The company recently signed a deal with software and map maker Webraska, adding the final pieces of content needed to start its onslaught into the wireless Location Based Services (LBS) market, a $20 billion industry that is the latest scorching-hot sector in the wireless arena.
LBS technology begins with a basic idea that with an embedded chip, anything or anyone can be located anytime. Companies are already using it, for example, to locate a car that needs service. Various forecasts say the LBS market will top $20 billion in 2005, and LBS will amount to 10 percent of the $1.8 trillion transactions made wirelessly.
IBM's deal with France-based Webraska, unveiled at the GSM World Conference in Cannes, France, should help speed up the expected launch of several Big Blue items to telecom companies and automakers, said Val Rahmani, general manager of IBM's wireless division.
It's also putting IBM (ibm) into the middle of a fierce battle for business. Providers have been shelling out billions for new mobile frequencies and to build the infrastructure for third-generation mobile phones expected to hit the market this year. Now they need to make up for the spending spree and simultaneously find new ways to make cash now that mobile phone sales are slipping.
The focus, analysts say, has shifted to LBS. There are a few LBS systems in place already, mainly in Sweden and the United Kingdom, with North America lagging well behind.
But that doesn't mean there is nobody in the business of making LBS systems. IBM's competitors include software maker Autodesk, which said it plans to spend $30 billion to make LBS systems. It's won customers such as Palm and Italian carmaker Fiat.
Cambridge Positioning Systems and software maker SignalSoft are promoting their wireless location technologies for carriers using the GSM (Global System for Mobile Communications) standard.
There is also U.S.-based Airflash, which is already working on the Orange Telecom system in Europe. One service the company offers is a form of instant messaging that will be sent to friends only within a certain area of a specific location.
Still a player
Most of these companies will have been in business at least a year before IBM's planned launch of its own set of LBS services. But Rahmani denies that IBM is late to the game.

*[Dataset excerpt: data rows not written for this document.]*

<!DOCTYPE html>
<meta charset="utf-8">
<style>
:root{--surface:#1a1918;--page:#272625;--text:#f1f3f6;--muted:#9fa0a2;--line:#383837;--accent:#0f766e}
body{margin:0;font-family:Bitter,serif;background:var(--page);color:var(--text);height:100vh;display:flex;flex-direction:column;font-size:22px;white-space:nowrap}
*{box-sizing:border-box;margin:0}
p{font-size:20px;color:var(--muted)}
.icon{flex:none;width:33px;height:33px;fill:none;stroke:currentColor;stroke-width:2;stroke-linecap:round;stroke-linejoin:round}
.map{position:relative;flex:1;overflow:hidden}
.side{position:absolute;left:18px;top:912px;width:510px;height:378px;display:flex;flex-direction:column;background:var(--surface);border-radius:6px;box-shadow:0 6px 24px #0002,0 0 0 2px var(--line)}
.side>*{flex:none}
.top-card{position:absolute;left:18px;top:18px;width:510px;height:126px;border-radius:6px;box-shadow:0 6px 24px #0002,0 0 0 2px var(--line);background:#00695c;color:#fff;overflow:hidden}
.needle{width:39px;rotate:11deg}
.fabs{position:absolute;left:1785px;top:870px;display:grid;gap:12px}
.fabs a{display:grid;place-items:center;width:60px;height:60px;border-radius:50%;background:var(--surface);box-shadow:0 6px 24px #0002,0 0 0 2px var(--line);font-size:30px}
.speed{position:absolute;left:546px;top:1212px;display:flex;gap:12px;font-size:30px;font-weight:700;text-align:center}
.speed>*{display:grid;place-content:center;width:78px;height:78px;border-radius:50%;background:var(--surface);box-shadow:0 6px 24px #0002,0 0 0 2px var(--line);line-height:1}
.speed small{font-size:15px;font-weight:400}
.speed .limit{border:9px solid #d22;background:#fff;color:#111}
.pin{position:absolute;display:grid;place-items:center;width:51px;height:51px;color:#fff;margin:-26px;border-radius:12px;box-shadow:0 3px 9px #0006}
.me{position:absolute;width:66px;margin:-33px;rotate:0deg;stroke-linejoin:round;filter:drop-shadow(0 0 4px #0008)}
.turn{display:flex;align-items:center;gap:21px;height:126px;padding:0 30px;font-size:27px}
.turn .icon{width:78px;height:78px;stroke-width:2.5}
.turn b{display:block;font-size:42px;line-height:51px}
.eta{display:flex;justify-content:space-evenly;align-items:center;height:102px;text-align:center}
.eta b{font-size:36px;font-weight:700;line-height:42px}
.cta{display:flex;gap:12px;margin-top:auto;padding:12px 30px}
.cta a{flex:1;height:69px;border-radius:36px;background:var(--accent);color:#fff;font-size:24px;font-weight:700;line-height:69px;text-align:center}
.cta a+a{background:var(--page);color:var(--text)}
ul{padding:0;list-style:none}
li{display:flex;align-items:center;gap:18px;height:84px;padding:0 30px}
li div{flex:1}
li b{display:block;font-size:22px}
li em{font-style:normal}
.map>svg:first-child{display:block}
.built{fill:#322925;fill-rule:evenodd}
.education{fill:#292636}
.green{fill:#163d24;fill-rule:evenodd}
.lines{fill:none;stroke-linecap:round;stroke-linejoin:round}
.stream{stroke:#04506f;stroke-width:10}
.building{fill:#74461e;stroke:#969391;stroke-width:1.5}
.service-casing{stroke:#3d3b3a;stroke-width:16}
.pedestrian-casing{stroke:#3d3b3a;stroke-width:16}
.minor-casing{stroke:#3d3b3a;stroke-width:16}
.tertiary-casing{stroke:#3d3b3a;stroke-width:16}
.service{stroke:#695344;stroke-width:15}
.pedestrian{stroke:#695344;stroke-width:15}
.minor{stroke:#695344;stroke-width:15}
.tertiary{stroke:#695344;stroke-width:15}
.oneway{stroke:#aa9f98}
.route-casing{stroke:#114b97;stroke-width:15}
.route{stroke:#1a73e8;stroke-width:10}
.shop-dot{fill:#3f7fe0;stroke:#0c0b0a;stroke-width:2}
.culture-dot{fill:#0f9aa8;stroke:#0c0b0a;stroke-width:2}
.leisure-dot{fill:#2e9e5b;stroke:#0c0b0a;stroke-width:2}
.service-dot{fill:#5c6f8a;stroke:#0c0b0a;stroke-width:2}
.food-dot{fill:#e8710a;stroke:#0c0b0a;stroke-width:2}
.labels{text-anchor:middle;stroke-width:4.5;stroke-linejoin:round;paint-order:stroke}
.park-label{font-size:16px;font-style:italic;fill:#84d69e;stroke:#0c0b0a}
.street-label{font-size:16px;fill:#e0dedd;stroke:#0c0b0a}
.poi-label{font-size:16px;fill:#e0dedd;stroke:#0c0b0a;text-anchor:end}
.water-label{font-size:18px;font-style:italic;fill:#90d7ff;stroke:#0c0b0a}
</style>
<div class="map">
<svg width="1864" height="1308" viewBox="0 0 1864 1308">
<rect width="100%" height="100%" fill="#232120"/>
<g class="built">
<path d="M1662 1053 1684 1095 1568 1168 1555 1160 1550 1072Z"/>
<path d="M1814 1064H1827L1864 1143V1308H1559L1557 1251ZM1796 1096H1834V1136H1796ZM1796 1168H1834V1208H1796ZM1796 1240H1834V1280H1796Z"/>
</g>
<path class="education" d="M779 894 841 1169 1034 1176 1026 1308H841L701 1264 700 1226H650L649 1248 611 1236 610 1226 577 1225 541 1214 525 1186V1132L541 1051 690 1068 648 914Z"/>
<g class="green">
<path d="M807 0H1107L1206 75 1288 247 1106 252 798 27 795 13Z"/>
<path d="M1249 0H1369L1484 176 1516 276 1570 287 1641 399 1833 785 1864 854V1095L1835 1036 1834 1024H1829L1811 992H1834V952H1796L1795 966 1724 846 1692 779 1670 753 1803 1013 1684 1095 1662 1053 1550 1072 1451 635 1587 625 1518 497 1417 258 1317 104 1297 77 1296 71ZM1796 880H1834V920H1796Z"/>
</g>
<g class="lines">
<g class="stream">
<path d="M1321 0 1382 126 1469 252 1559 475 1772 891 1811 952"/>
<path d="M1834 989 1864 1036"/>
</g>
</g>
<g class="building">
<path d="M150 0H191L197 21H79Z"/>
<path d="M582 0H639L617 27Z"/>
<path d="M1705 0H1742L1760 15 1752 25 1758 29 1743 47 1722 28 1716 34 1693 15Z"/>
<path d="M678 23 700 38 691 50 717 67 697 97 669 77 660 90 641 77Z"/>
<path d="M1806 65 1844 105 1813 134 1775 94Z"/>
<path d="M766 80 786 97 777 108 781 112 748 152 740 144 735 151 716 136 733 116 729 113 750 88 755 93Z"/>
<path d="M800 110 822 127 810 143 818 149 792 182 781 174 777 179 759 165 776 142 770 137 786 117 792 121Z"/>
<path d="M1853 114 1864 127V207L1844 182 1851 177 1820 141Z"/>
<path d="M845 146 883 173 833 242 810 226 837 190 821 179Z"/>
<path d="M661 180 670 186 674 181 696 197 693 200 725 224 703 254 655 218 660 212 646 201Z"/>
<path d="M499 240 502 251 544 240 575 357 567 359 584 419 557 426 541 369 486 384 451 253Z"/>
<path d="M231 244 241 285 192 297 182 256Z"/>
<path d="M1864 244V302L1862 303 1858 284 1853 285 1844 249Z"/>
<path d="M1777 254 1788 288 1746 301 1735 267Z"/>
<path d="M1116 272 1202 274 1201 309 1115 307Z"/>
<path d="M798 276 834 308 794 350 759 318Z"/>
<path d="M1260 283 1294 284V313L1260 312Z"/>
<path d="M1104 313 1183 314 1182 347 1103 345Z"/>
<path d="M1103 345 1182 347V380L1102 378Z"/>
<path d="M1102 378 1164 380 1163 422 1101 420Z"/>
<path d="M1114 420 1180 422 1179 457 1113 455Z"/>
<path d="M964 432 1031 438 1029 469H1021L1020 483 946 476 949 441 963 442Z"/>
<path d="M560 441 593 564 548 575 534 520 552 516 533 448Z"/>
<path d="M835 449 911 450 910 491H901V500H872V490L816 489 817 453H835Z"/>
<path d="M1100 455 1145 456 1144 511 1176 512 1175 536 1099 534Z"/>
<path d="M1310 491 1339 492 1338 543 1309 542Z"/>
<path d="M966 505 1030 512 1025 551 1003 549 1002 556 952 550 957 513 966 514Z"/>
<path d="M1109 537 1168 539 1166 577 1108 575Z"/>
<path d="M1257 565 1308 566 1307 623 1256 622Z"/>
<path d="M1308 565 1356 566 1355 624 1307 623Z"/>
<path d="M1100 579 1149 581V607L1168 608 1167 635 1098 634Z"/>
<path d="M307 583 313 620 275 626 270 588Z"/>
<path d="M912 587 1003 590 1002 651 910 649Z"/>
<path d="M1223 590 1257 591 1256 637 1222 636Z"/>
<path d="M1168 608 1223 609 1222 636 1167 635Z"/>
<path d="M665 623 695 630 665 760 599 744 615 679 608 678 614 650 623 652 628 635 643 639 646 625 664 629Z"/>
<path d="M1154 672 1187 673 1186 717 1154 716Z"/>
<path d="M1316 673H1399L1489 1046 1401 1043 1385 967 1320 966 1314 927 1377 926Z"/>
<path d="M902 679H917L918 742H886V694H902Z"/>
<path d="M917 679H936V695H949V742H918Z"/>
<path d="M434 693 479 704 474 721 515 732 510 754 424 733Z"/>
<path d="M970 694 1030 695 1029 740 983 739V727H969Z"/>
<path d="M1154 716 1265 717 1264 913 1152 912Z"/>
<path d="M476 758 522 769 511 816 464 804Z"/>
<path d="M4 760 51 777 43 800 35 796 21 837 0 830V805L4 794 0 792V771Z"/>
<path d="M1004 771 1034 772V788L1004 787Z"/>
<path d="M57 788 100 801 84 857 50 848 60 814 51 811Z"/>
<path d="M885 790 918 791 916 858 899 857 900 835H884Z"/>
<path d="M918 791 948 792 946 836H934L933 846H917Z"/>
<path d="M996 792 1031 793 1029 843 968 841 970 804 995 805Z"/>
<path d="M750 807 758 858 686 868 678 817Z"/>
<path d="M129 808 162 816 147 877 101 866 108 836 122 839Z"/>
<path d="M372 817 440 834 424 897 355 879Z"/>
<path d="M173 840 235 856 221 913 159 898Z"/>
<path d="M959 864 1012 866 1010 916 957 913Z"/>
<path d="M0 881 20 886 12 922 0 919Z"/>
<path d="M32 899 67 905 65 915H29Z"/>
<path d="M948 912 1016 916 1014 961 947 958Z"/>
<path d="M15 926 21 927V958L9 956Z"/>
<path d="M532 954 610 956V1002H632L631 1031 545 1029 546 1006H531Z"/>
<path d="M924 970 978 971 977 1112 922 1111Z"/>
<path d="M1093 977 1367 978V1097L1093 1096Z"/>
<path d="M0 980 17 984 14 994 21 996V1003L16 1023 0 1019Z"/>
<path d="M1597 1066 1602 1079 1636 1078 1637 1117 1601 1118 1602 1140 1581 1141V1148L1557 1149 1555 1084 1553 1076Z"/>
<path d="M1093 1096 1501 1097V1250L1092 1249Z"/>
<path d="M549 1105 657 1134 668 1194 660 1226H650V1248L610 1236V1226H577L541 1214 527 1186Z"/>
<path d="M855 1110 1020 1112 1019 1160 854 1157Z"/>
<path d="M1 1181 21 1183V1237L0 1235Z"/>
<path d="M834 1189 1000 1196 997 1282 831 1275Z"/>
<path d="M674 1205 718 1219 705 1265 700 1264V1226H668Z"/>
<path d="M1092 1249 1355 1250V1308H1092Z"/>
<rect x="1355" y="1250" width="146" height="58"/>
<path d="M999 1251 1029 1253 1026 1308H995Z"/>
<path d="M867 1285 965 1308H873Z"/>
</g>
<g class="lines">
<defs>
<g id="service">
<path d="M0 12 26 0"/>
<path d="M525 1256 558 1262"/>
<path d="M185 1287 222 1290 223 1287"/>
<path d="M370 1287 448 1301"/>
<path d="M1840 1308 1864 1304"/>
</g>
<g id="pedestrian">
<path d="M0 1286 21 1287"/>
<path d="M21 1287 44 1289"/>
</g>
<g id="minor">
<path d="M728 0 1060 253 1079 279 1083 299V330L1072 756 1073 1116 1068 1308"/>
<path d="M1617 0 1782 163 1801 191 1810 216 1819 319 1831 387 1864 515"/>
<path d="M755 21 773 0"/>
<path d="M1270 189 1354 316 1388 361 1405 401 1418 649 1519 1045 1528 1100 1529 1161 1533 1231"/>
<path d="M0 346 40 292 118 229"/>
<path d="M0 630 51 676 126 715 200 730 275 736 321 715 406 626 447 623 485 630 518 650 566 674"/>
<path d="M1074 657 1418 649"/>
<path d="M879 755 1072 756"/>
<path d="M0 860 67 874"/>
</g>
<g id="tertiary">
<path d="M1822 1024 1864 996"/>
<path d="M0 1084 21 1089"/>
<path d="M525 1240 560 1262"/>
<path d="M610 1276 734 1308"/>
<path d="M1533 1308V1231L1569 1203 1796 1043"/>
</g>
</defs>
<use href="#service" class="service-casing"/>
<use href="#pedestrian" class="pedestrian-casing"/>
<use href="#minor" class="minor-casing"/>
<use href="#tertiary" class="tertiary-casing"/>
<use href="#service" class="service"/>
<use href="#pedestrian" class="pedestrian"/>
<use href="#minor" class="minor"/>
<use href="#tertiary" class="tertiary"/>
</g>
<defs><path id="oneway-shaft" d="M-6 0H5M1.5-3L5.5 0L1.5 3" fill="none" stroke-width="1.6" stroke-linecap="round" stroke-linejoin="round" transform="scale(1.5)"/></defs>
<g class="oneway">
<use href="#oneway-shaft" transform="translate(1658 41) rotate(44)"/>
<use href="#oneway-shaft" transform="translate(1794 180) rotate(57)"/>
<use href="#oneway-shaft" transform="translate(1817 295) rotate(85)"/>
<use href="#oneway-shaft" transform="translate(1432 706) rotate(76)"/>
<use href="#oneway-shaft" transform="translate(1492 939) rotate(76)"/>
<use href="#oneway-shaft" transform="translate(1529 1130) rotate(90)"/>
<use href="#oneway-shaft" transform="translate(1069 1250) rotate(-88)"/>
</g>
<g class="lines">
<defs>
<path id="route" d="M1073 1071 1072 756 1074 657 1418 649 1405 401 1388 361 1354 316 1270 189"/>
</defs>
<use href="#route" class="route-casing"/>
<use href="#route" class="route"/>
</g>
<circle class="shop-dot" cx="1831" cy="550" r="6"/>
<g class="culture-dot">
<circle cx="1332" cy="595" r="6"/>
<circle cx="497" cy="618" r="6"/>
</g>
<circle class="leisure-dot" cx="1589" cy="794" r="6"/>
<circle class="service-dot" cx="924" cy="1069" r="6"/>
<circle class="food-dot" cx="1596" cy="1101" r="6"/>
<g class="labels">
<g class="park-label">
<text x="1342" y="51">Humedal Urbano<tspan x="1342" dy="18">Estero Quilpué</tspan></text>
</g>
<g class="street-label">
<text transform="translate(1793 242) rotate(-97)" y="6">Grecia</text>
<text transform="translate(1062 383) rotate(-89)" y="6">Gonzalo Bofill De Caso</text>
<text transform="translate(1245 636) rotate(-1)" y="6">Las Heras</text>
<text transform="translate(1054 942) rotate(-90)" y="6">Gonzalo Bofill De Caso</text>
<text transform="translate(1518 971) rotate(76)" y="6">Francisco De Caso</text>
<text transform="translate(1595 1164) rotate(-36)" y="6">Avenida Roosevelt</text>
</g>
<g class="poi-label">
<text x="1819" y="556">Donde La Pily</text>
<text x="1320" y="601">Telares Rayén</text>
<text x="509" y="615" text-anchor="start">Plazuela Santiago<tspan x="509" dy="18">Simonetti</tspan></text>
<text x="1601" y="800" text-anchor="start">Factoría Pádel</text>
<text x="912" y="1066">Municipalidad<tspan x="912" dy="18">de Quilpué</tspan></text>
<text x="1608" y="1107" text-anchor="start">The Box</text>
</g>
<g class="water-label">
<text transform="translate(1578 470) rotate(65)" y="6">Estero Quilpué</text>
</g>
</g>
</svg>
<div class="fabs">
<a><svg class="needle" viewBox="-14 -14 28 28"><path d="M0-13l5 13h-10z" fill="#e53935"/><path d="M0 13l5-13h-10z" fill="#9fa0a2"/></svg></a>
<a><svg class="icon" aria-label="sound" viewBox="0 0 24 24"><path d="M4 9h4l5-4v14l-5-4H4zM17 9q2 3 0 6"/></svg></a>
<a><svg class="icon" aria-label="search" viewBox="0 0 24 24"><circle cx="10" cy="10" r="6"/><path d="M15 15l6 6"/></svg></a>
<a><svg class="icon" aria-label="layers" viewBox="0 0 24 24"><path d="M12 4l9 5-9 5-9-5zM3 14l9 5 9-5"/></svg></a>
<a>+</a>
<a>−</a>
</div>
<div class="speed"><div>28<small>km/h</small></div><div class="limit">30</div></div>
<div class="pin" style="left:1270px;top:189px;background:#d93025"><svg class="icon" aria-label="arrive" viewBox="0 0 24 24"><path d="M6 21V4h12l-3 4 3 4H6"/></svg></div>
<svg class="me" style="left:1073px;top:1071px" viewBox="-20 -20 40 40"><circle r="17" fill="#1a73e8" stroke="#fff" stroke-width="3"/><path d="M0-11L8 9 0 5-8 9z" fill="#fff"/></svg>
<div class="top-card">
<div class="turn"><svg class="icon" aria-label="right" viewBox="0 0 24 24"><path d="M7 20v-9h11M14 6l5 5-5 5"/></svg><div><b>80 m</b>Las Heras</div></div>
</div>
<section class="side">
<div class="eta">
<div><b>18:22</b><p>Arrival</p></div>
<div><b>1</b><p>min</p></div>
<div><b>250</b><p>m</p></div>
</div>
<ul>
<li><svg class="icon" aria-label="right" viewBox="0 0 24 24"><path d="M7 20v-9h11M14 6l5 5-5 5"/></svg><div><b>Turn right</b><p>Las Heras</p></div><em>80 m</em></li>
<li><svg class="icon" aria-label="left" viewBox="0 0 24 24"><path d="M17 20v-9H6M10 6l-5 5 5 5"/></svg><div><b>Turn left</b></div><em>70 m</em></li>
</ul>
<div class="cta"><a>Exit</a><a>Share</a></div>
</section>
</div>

"We weren't really on the sidelines," she said. "We've been talking about this for a long time. We'll see these things happen very fast."
Analysts say IBM is moving in the right direction with its new push, but should be wary of the same type of money-gushing forecasts for LBS that helped dampen the wireless sector with unreachable expectations.
In addition, Keith Waryas of market researcher IDC said telephone companies may not be as willing to work with other companies, especially those asking to provide the locations of its customers.
"Telcos aren't that willing to give up that information," he said.
As part of the IBM deal, Webraska's wireless navigation software will become part of IBM's hardware for its e-Server Pseries, which IBM says is the all-time best-selling high-end server. It will also become part of IBM's middleware baubles.
Beaming travel directions to a car, or letting people find out where the nearest Burger King is, are just two of the more obvious services IBM plans to offer mainly to ISPs to sell to their customers, Rahmani said.
IBM is also working with automaker Citron, which has already begun embedding some of its cars with IBM hardware.
Also in the works is embedded hardware in a wearable device that can monitor someone's pulse and other health indicators, then alert medics of a person's location and needs if an emergency occurs, she said.
Tracking parcels using an embedded chip is another of the services IBM has plans to offer. With this technology, "you can find out where a package is at any time, even if it's a gift that ended up in the garbage," she said.
Companies like Federal Express use the same type of inventory tracking, but without embedding chips. Instead, the packages are tracked by a bar code on the address labels that have to be read at service centers.